===== INPUT RECORDS =====

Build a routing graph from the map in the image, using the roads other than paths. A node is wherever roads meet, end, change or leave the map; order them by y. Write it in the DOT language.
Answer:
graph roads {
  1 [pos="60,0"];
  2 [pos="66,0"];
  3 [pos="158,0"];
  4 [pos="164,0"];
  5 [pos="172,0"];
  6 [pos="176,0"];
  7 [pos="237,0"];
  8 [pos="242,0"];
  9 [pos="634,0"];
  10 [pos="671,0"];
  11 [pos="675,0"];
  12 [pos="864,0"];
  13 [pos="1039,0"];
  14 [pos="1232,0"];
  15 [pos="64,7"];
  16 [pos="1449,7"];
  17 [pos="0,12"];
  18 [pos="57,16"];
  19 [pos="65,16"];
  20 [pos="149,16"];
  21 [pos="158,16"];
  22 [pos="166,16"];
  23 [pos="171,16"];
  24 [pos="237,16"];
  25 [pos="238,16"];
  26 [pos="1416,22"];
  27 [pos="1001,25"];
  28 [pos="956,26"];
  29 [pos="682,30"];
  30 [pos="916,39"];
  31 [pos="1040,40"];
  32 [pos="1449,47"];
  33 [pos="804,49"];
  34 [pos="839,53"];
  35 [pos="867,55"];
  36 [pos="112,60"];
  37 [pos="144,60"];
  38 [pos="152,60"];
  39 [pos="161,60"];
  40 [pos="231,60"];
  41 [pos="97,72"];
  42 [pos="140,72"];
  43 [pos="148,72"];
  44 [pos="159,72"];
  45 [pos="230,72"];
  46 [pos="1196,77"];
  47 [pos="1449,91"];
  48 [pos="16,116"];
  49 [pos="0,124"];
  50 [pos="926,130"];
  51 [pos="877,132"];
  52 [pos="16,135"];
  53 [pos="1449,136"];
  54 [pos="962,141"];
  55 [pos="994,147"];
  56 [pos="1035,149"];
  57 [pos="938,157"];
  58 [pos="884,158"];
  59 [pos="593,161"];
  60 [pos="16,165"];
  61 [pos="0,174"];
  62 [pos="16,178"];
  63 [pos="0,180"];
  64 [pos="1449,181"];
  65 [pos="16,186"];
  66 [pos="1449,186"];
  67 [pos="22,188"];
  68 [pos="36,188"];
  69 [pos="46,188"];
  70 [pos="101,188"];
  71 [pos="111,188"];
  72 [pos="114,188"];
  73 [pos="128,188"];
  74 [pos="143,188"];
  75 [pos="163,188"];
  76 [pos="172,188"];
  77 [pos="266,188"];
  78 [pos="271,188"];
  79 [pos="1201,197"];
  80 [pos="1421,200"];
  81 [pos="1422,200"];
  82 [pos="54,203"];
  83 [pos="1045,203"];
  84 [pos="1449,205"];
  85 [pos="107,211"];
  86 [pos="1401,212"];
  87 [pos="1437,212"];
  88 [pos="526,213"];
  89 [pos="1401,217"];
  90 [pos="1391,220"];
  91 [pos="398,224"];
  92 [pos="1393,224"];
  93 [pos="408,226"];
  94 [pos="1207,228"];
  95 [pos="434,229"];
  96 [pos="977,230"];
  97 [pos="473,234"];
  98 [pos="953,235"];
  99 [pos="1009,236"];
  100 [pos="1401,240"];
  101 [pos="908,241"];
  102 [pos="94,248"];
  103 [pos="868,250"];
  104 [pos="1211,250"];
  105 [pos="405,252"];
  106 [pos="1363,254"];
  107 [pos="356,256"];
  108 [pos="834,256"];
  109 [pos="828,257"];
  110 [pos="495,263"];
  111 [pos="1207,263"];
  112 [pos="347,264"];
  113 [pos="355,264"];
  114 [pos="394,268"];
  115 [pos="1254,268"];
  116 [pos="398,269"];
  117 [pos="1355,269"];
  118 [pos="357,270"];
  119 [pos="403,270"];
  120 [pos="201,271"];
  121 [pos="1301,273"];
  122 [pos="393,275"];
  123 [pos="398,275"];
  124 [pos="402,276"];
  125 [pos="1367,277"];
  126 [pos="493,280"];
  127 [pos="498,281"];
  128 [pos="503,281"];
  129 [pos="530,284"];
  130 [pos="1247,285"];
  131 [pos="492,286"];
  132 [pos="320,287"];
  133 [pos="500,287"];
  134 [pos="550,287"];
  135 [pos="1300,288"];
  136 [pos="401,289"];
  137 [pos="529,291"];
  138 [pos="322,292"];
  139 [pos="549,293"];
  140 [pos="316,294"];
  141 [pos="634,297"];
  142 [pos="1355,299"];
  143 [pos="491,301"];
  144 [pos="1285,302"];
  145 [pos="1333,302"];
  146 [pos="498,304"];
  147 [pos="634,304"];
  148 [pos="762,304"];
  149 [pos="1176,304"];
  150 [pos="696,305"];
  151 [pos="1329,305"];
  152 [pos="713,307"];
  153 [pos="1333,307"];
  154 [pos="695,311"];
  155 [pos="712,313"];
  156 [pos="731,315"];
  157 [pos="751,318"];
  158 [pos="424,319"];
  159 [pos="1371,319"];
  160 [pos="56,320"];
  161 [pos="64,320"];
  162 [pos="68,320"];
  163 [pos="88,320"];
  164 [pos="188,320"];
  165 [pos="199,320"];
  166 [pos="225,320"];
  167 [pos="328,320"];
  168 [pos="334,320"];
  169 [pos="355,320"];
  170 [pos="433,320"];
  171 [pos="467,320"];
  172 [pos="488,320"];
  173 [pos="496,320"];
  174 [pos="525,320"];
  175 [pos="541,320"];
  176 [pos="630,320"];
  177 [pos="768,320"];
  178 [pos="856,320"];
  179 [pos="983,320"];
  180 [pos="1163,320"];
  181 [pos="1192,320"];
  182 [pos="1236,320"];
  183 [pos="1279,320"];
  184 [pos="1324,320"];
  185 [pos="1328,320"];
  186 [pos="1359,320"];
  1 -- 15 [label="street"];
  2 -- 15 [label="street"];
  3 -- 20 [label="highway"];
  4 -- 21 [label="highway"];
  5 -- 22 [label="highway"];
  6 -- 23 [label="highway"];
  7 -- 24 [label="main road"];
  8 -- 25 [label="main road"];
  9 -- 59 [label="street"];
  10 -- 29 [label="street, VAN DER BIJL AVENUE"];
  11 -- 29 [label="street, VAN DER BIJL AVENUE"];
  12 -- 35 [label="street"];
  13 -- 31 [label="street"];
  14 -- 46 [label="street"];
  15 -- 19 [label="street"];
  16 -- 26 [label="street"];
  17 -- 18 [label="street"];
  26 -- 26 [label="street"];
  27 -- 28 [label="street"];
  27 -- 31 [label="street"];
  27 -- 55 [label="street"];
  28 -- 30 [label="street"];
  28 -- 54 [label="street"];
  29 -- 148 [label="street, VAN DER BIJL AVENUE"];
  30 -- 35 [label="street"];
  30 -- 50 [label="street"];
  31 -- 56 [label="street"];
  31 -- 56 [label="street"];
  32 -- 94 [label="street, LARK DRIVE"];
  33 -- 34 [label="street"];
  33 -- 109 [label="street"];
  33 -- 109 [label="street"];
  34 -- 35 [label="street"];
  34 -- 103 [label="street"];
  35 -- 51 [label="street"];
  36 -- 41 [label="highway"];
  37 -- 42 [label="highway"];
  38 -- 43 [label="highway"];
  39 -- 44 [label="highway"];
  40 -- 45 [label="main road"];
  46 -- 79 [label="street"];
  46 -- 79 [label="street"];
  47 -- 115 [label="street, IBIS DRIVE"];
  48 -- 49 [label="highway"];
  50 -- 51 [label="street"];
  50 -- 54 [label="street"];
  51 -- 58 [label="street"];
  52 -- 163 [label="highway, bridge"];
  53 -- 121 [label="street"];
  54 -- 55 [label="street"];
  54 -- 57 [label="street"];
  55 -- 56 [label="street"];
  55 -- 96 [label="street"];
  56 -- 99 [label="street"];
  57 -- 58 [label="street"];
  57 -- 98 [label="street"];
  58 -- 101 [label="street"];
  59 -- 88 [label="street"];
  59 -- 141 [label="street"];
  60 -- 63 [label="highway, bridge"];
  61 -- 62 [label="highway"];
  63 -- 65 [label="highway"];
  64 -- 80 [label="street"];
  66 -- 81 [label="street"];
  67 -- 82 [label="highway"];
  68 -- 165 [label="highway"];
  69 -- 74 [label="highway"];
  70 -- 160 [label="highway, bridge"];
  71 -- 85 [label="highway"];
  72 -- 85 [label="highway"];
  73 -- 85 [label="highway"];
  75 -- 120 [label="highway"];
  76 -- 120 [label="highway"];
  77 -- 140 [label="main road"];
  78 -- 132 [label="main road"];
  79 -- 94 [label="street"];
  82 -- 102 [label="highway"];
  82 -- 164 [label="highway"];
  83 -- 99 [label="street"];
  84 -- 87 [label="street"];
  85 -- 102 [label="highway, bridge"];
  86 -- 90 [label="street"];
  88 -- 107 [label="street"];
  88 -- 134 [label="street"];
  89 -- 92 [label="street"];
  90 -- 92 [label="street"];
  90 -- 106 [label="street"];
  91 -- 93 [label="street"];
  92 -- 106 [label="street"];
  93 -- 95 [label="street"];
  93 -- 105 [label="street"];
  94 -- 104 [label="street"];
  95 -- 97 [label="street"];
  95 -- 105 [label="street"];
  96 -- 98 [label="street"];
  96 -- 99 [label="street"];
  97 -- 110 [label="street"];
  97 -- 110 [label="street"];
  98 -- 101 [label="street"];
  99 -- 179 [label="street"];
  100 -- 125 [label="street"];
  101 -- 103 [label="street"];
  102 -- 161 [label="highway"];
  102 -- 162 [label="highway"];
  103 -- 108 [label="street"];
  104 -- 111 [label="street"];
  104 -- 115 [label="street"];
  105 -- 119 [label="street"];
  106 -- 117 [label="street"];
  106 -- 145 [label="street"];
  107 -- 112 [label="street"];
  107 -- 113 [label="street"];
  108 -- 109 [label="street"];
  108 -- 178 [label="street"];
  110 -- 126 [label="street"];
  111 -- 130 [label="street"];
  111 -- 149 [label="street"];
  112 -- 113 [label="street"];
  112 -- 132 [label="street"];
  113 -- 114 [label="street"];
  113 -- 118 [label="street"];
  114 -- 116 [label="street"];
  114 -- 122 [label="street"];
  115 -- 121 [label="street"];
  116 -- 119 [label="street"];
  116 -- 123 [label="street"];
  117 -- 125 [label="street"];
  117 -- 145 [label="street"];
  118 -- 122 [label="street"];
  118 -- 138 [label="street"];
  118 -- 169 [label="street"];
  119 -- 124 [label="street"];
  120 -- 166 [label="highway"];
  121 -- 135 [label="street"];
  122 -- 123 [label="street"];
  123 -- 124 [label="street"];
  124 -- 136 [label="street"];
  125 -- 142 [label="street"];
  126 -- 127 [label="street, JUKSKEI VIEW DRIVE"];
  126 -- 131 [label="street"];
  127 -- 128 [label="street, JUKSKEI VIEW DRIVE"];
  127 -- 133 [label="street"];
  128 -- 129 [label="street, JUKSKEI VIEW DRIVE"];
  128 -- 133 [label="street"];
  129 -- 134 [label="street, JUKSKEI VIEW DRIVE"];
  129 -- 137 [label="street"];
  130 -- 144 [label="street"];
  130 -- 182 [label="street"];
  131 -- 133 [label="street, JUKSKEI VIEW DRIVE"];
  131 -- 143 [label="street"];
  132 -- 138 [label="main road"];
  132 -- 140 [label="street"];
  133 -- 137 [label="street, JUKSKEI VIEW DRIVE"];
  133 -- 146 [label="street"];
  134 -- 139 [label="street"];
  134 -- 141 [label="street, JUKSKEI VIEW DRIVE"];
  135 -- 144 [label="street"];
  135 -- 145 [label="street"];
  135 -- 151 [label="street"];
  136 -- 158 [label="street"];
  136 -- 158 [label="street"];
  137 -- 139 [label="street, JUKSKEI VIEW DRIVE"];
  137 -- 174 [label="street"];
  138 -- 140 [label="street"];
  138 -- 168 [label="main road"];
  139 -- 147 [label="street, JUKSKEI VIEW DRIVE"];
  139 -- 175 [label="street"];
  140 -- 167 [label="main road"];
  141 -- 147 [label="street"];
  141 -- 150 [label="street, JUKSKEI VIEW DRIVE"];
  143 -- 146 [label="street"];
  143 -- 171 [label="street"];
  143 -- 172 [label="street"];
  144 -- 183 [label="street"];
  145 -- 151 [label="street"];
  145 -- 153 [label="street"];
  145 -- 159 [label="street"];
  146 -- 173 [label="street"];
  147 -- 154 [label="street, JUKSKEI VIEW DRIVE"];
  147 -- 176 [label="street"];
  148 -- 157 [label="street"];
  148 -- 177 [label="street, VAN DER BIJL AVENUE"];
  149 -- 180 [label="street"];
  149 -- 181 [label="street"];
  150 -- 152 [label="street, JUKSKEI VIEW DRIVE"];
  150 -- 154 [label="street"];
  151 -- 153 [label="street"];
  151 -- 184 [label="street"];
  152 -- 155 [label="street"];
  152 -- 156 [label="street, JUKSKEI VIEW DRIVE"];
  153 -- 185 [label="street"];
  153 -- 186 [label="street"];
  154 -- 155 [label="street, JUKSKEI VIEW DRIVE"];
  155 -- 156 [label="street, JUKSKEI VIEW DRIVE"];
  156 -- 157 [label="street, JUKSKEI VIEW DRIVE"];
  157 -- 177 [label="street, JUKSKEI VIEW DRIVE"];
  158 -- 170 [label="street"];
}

=====

TASK DIRECTIONS: Check each line in the records for the word "AVENUE" and say how many have it, with nothing else.

EXPECTED ANSWER: 4